▶ **Aim of the exercise**: Your answer must be the full listing, repeated word for word.

▶ **Extracted information**:
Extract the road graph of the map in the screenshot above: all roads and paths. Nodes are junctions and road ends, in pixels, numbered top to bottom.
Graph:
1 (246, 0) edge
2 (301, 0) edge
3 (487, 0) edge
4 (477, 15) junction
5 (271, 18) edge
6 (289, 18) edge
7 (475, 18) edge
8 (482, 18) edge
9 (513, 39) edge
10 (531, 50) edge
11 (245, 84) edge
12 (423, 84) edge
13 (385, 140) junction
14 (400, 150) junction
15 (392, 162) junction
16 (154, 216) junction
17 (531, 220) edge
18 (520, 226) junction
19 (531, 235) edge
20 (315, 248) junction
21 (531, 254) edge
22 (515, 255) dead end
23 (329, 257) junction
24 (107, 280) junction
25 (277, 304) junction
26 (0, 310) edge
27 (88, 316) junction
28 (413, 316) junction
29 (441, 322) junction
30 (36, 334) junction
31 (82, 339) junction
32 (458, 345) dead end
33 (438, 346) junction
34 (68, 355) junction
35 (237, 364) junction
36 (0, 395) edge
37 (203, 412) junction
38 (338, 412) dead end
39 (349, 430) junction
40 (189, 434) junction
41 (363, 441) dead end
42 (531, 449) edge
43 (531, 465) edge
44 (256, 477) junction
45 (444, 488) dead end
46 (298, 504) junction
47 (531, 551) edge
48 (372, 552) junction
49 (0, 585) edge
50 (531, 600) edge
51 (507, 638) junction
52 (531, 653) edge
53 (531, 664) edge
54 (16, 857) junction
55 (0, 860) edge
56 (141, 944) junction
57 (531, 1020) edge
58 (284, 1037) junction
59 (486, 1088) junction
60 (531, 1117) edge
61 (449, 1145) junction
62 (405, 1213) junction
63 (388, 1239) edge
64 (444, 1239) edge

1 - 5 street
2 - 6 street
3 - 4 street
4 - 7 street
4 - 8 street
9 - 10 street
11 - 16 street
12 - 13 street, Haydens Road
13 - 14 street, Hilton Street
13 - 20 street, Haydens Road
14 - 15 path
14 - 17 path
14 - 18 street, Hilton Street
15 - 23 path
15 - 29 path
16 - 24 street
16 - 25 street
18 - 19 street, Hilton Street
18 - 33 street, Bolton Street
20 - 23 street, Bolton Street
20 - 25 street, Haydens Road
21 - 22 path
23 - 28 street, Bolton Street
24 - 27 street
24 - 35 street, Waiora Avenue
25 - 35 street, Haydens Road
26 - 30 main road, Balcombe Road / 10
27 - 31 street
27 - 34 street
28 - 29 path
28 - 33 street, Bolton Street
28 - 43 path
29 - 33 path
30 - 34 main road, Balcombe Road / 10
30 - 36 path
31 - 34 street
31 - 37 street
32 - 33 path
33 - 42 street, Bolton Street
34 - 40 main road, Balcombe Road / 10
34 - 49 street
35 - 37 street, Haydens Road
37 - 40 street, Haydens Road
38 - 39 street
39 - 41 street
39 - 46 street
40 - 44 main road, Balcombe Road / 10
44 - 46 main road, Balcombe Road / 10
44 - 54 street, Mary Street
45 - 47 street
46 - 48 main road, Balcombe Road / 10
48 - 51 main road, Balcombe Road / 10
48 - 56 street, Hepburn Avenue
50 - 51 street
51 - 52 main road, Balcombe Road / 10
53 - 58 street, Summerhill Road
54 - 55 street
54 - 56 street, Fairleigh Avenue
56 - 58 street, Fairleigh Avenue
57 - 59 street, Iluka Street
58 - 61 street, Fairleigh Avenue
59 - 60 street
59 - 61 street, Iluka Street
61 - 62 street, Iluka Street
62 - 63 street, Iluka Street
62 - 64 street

▶ **Written answer**:
Extract the road graph of the map in the screenshot above: all roads and paths. Nodes are junctions and road ends, in pixels, numbered top to bottom.
Graph:
1 (246, 0) edge
2 (301, 0) edge
3 (487, 0) edge
4 (477, 15) junction
5 (271, 18) edge
6 (289, 18) edge
7 (475, 18) edge
8 (482, 18) edge
9 (513, 39) edge
10 (531, 50) edge
11 (245, 84) edge
12 (423, 84) edge
13 (385, 140) junction
14 (400, 150) junction
15 (392, 162) junction
16 (154, 216) junction
17 (531, 220) edge
18 (520, 226) junction
19 (531, 235) edge
20 (315, 248) junction
21 (531, 254) edge
22 (515, 255) dead end
23 (329, 257) junction
24 (107, 280) junction
25 (277, 304) junction
26 (0, 310) edge
27 (88, 316) junction
28 (413, 316) junction
29 (441, 322) junction
30 (36, 334) junction
31 (82, 339) junction
32 (458, 345) dead end
33 (438, 346) junction
34 (68, 355) junction
35 (237, 364) junction
36 (0, 395) edge
37 (203, 412) junction
38 (338, 412) dead end
39 (349, 430) junction
40 (189, 434) junction
41 (363, 441) dead end
42 (531, 449) edge
43 (531, 465) edge
44 (256, 477) junction
45 (444, 488) dead end
46 (298, 504) junction
47 (531, 551) edge
48 (372, 552) junction
49 (0, 585) edge
50 (531, 600) edge
51 (507, 638) junction
52 (531, 653) edge
53 (531, 664) edge
54 (16, 857) junction
55 (0, 860) edge
56 (141, 944) junction
57 (531, 1020) edge
58 (284, 1037) junction
59 (486, 1088) junction
60 (531, 1117) edge
61 (449, 1145) junction
62 (405, 1213) junction
63 (388, 1239) edge
64 (444, 1239) edge

1 - 5 street
2 - 6 street
3 - 4 street
4 - 7 street
4 - 8 street
9 - 10 street
11 - 16 street
12 - 13 street, Haydens Road
13 - 14 street, Hilton Street
13 - 20 street, Haydens Road
14 - 15 path
14 - 17 path
14 - 18 street, Hilton Street
15 - 23 path
15 - 29 path
16 - 24 street
16 - 25 street
18 - 19 street, Hilton Street
18 - 33 street, Bolton Street
20 - 23 street, Bolton Street
20 - 25 street, Haydens Road
21 - 22 path
23 - 28 street, Bolton Street
24 - 27 street
24 - 35 street, Waiora Avenue
25 - 35 street, Haydens Road
26 - 30 main road, Balcombe Road / 10
27 - 31 street
27 - 34 street
28 - 29 path
28 - 33 street, Bolton Street
28 - 43 path
29 - 33 path
30 - 34 main road, Balcombe Road / 10
30 - 36 path
31 - 34 street
31 - 37 street
32 - 33 path
33 - 42 street, Bolton Street
34 - 40 main road, Balcombe Road / 10
34 - 49 street
35 - 37 street, Haydens Road
37 - 40 street, Haydens Road
38 - 39 street
39 - 41 street
39 - 46 street
40 - 44 main road, Balcombe Road / 10
44 - 46 main road, Balcombe Road / 10
44 - 54 street, Mary Street
45 - 47 street
46 - 48 main road, Balcombe Road / 10
48 - 51 main road, Balcombe Road / 10
48 - 56 street, Hepburn Avenue
50 - 51 street
51 - 52 main road, Balcombe Road / 10
53 - 58 street, Summerhill Road
54 - 55 street
54 - 56 street, Fairleigh Avenue
56 - 58 street, Fairleigh Avenue
57 - 59 street, Iluka Street
58 - 61 street, Fairleigh Avenue
59 - 60 street
59 - 61 street, Iluka Street
61 - 62 street, Iluka Street
62 - 63 street, Iluka Street
62 - 64 street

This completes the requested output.